El nombre de la pequeña de dos años es Emma, nació con AMC (artrogriposis múltiple congénita) un trastorno que impide el desarrollo de músculos y articulaciones. Cuando Lavelle, la madre de Emma, conoció la existencia del exoesqueleto robótico Wilmington (WREX) vio claramente que era lo que su hija necesitaba para tener una vida más fácil.

Los desarrolladores de WREX se enfrentaron al problema del tamaño de Emma, necesitaba un exoesqueleto diminuto y muy ligero, que con los medios tradicionales no podian fabricar. Para salvar el problema del peso y construcción de piezas pequeñas pero detalladas, utilizaron una impresora 3d de Stratasys. El resultado fue fantástico. Emma puede llevarlo a diario en su casa y durante su terapia ocupacional. Además, la flexibilidad del diseño 3d permite realizar mejoras continuas que mejoren el exoesqueleto, diseñando, imprimiendo y probándolo prácticamente en el mismo día.

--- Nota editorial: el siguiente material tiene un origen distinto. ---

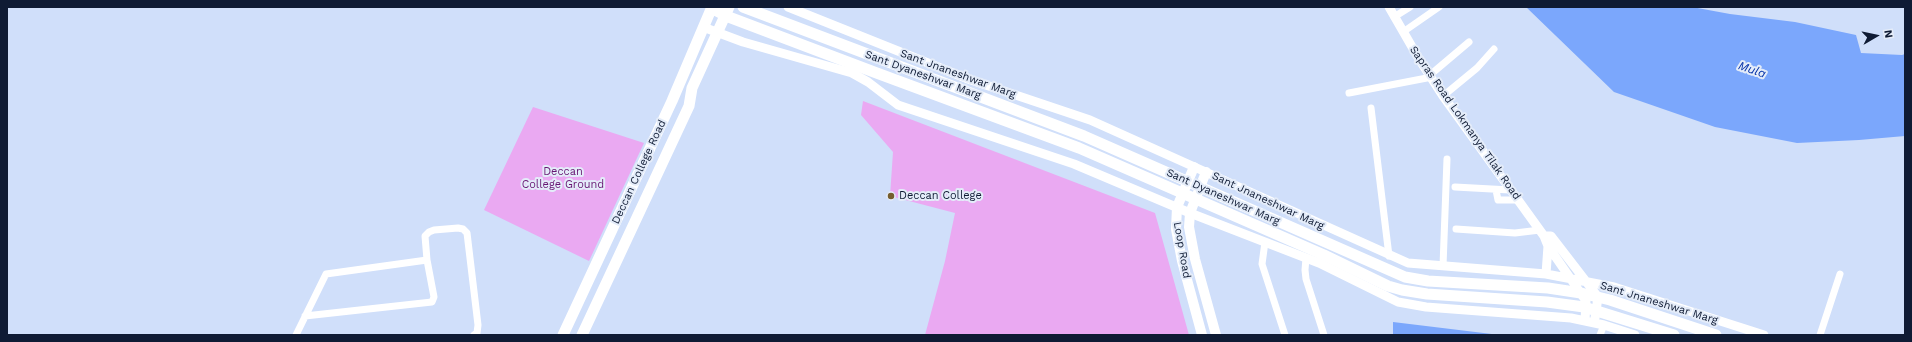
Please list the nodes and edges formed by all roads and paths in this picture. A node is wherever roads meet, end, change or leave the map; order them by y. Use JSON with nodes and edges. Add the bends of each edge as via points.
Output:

Gracias a Emma, actualmente hay 15 niños que utilizan los dispositivos WREX. Para estos pequeños los beneficios que obtienen en su vida diaria son innumerables, para Emma simplemente son sus “Brazos mágicos” que le permiten hacer cosas que de otra forma serían imposibles.

El dispositivo WREX se desarrolló gracias a Nemours y el hospital infantil Alfred I. Du pont.